Start of Given entries
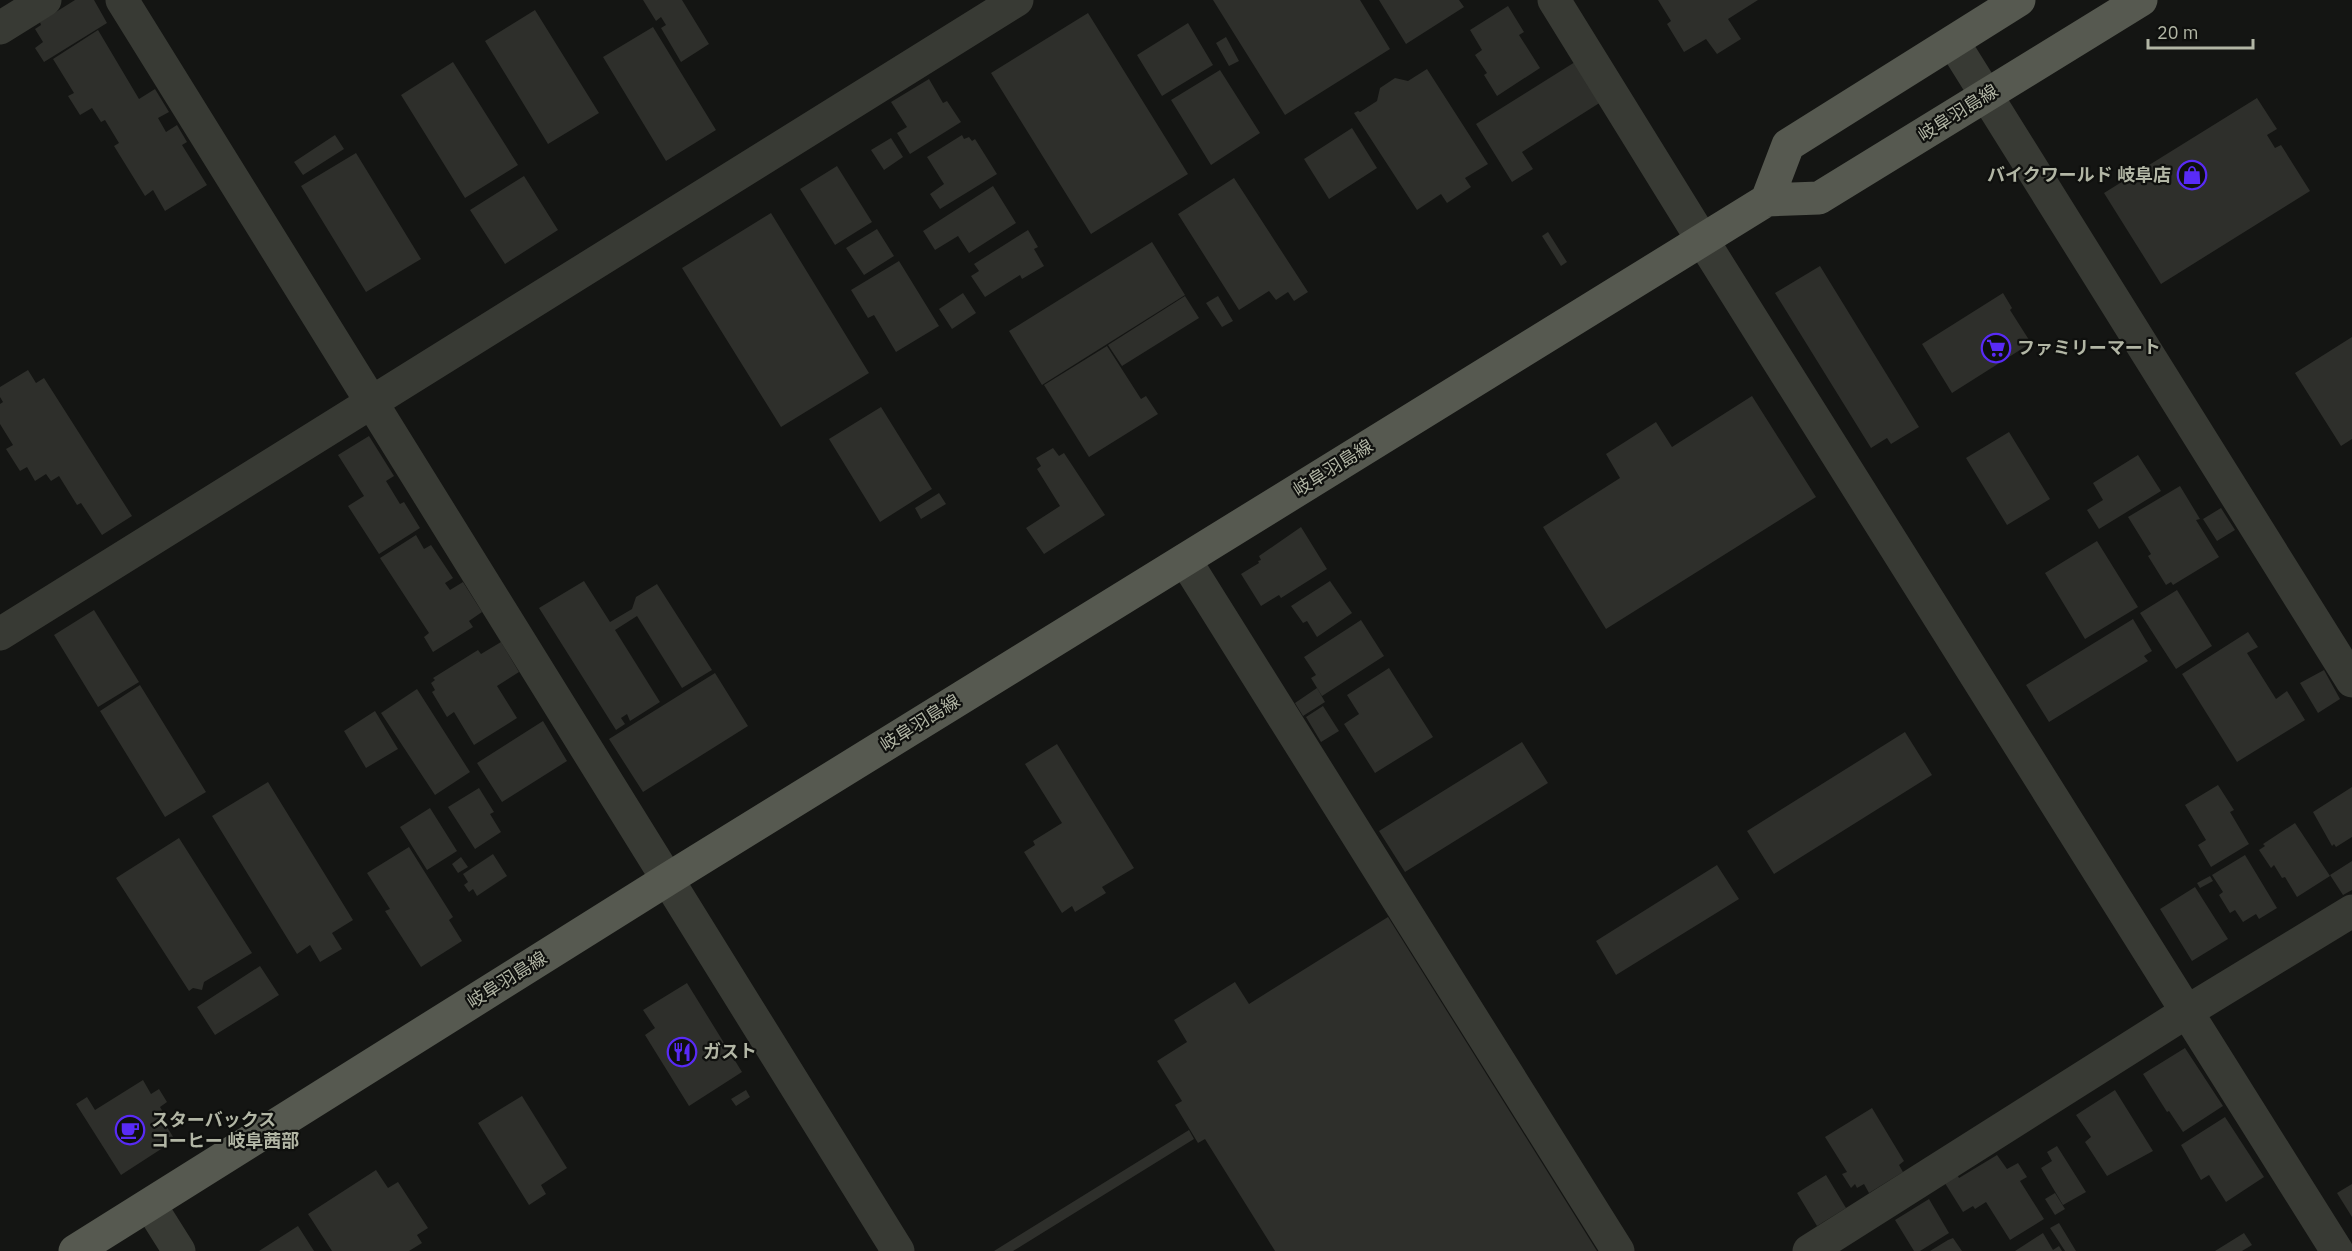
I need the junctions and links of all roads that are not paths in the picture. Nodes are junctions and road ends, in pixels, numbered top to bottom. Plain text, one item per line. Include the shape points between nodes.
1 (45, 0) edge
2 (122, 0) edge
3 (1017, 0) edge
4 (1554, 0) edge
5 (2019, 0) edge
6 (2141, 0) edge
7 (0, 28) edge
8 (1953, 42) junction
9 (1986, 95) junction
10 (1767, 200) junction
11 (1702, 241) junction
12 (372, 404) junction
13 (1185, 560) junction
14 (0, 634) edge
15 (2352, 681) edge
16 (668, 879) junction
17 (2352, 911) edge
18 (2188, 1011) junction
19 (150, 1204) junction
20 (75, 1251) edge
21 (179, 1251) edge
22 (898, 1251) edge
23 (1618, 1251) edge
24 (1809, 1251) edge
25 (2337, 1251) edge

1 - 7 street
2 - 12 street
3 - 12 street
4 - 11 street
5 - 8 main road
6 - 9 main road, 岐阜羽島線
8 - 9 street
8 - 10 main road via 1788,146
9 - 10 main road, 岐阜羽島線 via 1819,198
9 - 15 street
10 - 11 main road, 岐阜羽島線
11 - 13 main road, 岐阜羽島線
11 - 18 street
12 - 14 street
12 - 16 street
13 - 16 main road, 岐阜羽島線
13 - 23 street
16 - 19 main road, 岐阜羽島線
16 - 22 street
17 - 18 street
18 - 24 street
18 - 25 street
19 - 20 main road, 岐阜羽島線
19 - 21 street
End of Given entries
* _Task details_: None of the images should be copied, but every entry must be given again exactly.

* _Solution to this exercise_:
I need the junctions and links of all roads that are not paths in the picture. Nodes are junctions and road ends, in pixels, numbered top to bottom. Plain text, one item per line. Include the shape points between nodes.
1 (45, 0) edge
2 (122, 0) edge
3 (1017, 0) edge
4 (1554, 0) edge
5 (2019, 0) edge
6 (2141, 0) edge
7 (0, 28) edge
8 (1953, 42) junction
9 (1986, 95) junction
10 (1767, 200) junction
11 (1702, 241) junction
12 (372, 404) junction
13 (1185, 560) junction
14 (0, 634) edge
15 (2352, 681) edge
16 (668, 879) junction
17 (2352, 911) edge
18 (2188, 1011) junction
19 (150, 1204) junction
20 (75, 1251) edge
21 (179, 1251) edge
22 (898, 1251) edge
23 (1618, 1251) edge
24 (1809, 1251) edge
25 (2337, 1251) edge

1 - 7 street
2 - 12 street
3 - 12 street
4 - 11 street
5 - 8 main road
6 - 9 main road, 岐阜羽島線
8 - 9 street
8 - 10 main road via 1788,146
9 - 10 main road, 岐阜羽島線 via 1819,198
9 - 15 street
10 - 11 main road, 岐阜羽島線
11 - 13 main road, 岐阜羽島線
11 - 18 street
12 - 14 street
12 - 16 street
13 - 16 main road, 岐阜羽島線
13 - 23 street
16 - 19 main road, 岐阜羽島線
16 - 22 street
17 - 18 street
18 - 24 street
18 - 25 street
19 - 20 main road, 岐阜羽島線
19 - 21 street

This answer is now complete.